A support means for supporting a chip (grounded) on which a sample in a solution to be electrostatically sprayed from the electrospray means is to be deposited;
A fine mask means disposed between the electrospray means and the support means, and having a mask pattern part for allowing the electrostatic sprayed solution to pass therethrough to form a micropattern of the sample on the chip. The mask pattern portion is made of a photoresist agent having irregularities formed on the support means side, and a fine mask means;
It is characterized by comprising.
According to the present invention, it is possible to form a micropattern having a line width of 1 μm or less of an organic substance. Moreover, since the ESD method is used, it is possible to deposit an organic sample on the substrate as dry fine particles, and it is also possible to deposit fine particles of another sample on the dry fine particles. In addition, it is possible to form a micro pattern having a plurality of fine particle layers which is not conventional. It is also possible to prevent contact with the deposited sample by the unevenness formed on the support means side of the mask pattern portion. As described above, according to the present invention, it is possible to easily and surely form a micropattern of an organic substance that is finer than ever from a small number of samples.

A micropattern forming apparatus according to the second invention
The electrospray means uses a capillary;
It is characterized by that.
A micropattern forming apparatus according to a third invention is
The electrospray means imparts vibration to the solution using a vibrator;
It is characterized by that.
By applying vibration to the solution by the vibrator, a large number of wave fronts are generated on the surface of the solution, and the wave front functions as a capillary tip, and the solution can be sprayed as fine particles from the wave front.
According to this configuration, the micropattern can be formed on the substrate while maintaining the activity of the sample, or without denaturation or alteration. In particular, in the ESD method using a capillary, a solution with high electrical conductivity (including a buffer solution with high electrical conductivity) could not be used, but in this configuration, atomization occurs simultaneously due to mechanical vibration and charging. Therefore, a solution having high electrical conductivity can be used. That is, when immobilizing a protein or the like, it can be used in this apparatus without removing a buffer solution that keeps the protein in a stable state. There is an advantage that a thin film containing a more active sample can be produced. In addition, the ESD method using a capillary could not be used unless the sample was completely dissolved (because the hole at the tip of the capillary would be clogged with the sample). It can also be used in a wet state and is highly practical. Furthermore, this configuration can atomize the solution at a very high speed as compared with the ESD method using a capillary, and as a result, the chip can be manufactured at a high speed. For example, the processing speed when processing a 5 μg / μl BSA solution by the conventional ESD method was 1 μl / second, but the same solution was used with a vibrator having an atomization area of 5 × 5 mm according to the present invention. The micropattern forming apparatus can perform processing at a high speed of 10 μl / second. Furthermore, in the ESD method using capillaries, in order to increase the processing speed, the number of capillaries must be increased, resulting in higher costs or maintenance work (for example, capillaries are difficult to clean). However, when using a vibrator, the processing speed and atomization efficiency can be increased simply by increasing the size of the vibrator, so the cost is low and it is easy to maintain. There is.
The principle of this configuration is that many wave fronts are generated on the surface of the solution by vibrations, and the solution is formed and flies from there. At this time, if charging is simultaneously applied, the generation of the fine particles is further promoted and proceeds promptly by the repulsive force due to static electricity. Further, the formed microparticles do not adhere to each other due to this electrostatic repulsion, and the microparticles are further miniaturized into smaller clusters therein. For these reasons, the synergistic effect of vibration and charging is much greater than when vibration or voltage is applied alone.

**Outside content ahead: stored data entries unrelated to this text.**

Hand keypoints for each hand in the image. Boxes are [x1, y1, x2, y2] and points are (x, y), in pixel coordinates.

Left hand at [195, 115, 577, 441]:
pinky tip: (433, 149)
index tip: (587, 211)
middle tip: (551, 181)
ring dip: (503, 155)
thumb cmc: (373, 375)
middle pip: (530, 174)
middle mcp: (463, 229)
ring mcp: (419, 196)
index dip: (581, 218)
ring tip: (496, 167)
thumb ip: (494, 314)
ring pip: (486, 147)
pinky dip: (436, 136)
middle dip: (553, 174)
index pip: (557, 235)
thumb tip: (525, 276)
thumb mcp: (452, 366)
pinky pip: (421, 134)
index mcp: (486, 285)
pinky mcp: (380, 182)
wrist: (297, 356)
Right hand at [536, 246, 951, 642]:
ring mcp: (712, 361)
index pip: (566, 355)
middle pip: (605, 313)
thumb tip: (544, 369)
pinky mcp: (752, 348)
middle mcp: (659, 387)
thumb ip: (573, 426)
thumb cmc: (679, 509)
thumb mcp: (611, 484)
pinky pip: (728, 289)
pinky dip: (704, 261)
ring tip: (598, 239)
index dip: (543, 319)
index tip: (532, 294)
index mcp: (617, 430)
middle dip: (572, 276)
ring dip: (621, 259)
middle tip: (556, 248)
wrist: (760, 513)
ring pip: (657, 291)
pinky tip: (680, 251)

A micropattern forming apparatus according to a fourth invention is
Concavities and convexities formed in the mask pattern portion of the fine mask means,
A concavo-convex pattern made of a photoresist agent is formed by lithography (on the substrate), a fluorocarbon thin film is formed on the concavo-convex pattern by reactive ion etching, and a photoresist agent is formed on the fluorocarbon thin film. The mask pattern portion is formed by lithography, and is formed by peeling the mask pattern portion from the fluorocarbon thin film on the substrate.
It is characterized by that.
As described above, by combining the lithography method and the reactive ion etching method, it is possible to manufacture a fine mask having unevenness.

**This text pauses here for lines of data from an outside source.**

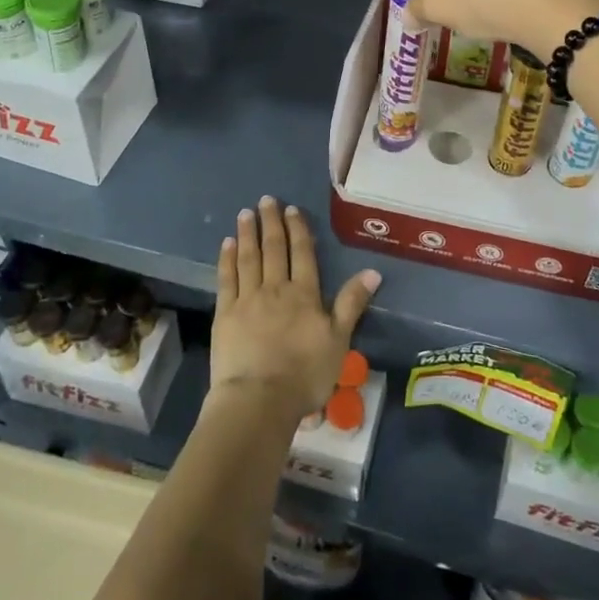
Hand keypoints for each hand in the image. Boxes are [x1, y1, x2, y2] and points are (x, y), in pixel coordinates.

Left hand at [212, 196, 378, 419]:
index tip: (292, 210)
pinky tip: (227, 244)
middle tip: (266, 200)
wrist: (260, 399)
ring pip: (249, 258)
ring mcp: (247, 299)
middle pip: (274, 249)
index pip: (302, 254)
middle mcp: (276, 288)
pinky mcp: (225, 314)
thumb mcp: (339, 341)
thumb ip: (351, 303)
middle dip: (271, 223)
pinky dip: (227, 259)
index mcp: (304, 294)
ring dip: (247, 234)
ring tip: (245, 213)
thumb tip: (373, 271)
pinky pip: (226, 278)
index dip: (298, 230)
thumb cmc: (305, 374)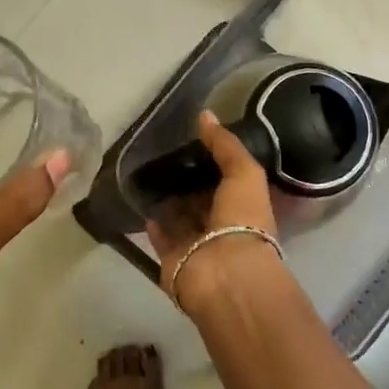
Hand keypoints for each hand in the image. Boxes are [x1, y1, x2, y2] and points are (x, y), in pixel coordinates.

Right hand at [145, 110, 283, 315]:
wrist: (225, 274)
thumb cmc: (243, 220)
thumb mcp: (244, 173)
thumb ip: (226, 145)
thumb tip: (205, 115)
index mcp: (246, 207)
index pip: (229, 181)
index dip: (215, 162)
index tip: (194, 141)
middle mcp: (223, 226)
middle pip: (203, 199)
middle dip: (189, 181)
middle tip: (165, 155)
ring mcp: (198, 245)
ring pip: (181, 217)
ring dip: (169, 200)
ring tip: (149, 173)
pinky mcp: (173, 259)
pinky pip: (162, 237)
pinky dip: (154, 222)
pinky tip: (142, 201)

A micropattern forming apparatus according to a fifth invention
The fine mask means has a reinforcing rib portion made of a photoresist agent.
By adding the reinforcing rib portion, a mask having a certain level of strength and excellent handleability can be obtained. Although it is necessary to replace the mask according to the target micropattern, the thin fine mask means must be handled with care. However, the workability is dramatically improved by increasing the strength by the reinforcing rib portion.

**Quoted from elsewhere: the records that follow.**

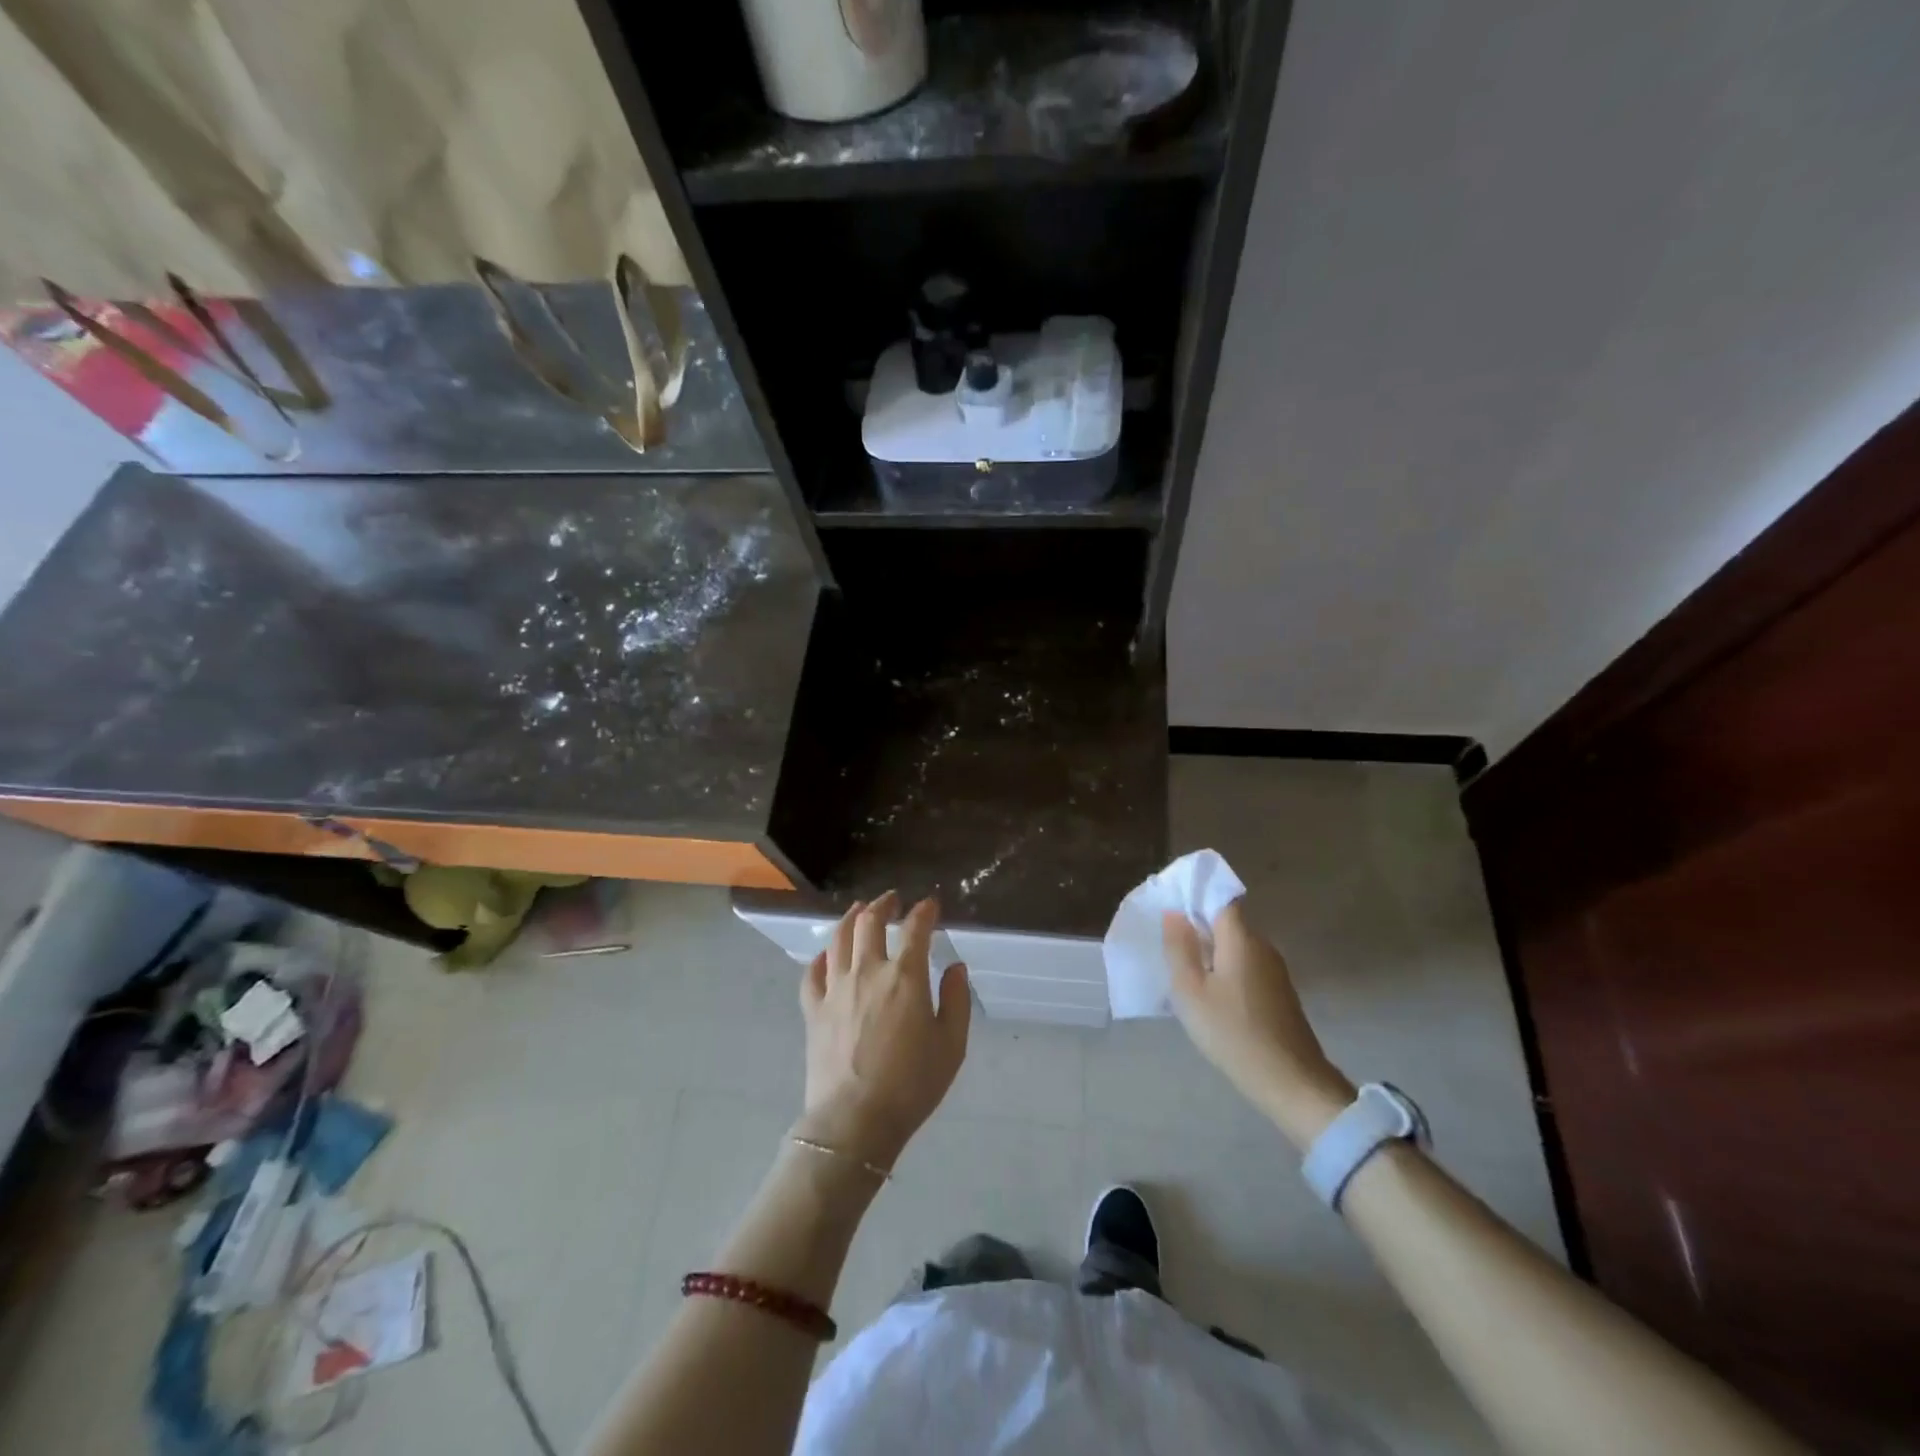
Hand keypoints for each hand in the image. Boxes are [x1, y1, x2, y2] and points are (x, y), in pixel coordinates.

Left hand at [797, 892, 970, 1170]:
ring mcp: (835, 988)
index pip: (916, 929)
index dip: (925, 911)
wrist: (855, 1122)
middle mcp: (868, 971)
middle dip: (883, 904)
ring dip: (851, 918)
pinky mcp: (813, 1009)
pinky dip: (822, 957)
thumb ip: (956, 1000)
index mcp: (905, 977)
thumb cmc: (911, 1085)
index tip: (931, 905)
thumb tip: (956, 967)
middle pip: (870, 922)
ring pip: (838, 937)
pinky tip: (827, 955)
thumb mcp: (951, 1045)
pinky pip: (813, 972)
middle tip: (892, 900)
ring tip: (860, 911)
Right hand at [1163, 901, 1354, 1148]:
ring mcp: (1274, 970)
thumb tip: (1175, 914)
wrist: (1291, 1082)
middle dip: (1198, 926)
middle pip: (1226, 922)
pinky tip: (1210, 993)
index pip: (1219, 898)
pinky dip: (1225, 970)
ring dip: (1211, 951)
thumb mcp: (1191, 991)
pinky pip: (1245, 966)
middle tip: (1167, 943)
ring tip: (1183, 969)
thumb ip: (1179, 948)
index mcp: (1241, 939)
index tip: (1169, 908)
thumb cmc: (1233, 1033)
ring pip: (1235, 946)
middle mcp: (1262, 946)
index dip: (1194, 897)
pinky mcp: (1278, 992)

The fine mask used in the micropattern forming apparatus is manufactured by the following method. That is, a method for producing a fine mask for a micropattern forming apparatus is as follows:
Forming a concavo-convex forming pattern made of a photoresist agent on a substrate by a lithography method;
Forming a fluorocarbon thin film on the substrate on which the concavo-convex-forming photoresist pattern is formed by a reactive ion etching method;
Forming a mask pattern made of a photoresist agent on the substrate on which the fluorocarbon thin film is formed by a lithography method;
Forming a reinforcing rib pattern made of a photoresist agent on the substrate on which the mask pattern is formed by a lithography method;
Peeling the mask pattern from the fluorocarbon thin film to obtain a fine mask composed of the mask pattern in which irregularities corresponding to the shape of the irregularity forming pattern are formed, and a reinforcing rib pattern;
Is included.

As described above, the solution of the present invention has been described as an apparatus. However, the present invention can also be realized as a method substantially equivalent to these, or a chip formed and manufactured by this apparatus, that is, a micropattern structure. It should be understood that these are included within the scope of the present invention.
For example, the micropattern structure (chip) according to the present invention is:
A micropattern structure formed by any one of the micropattern forming devices,
The micro-pattern structure has a structure composed of lumps of organic particles in units of several tens of nanometers.
It is characterized by that.
In addition, the micropattern structure (chip) manufacturing method according to the present invention includes:
A micropattern structure manufacturing method for manufacturing an organic micropattern structure by any one of the micropattern forming apparatuses.

  According to the present invention, it is possible to form a line width micropattern of several μm or less and further nanometer order with organic matter. As for the minimum line width of the micro pattern to be manufactured, a mask using a thick film photoresist can form a pattern having a width narrower than the mask width due to the convergence effect of electrostatic force. If the resolution of the thick film photoresist is about 400 nm, a micropattern having a line width of about 100 nm can be formed.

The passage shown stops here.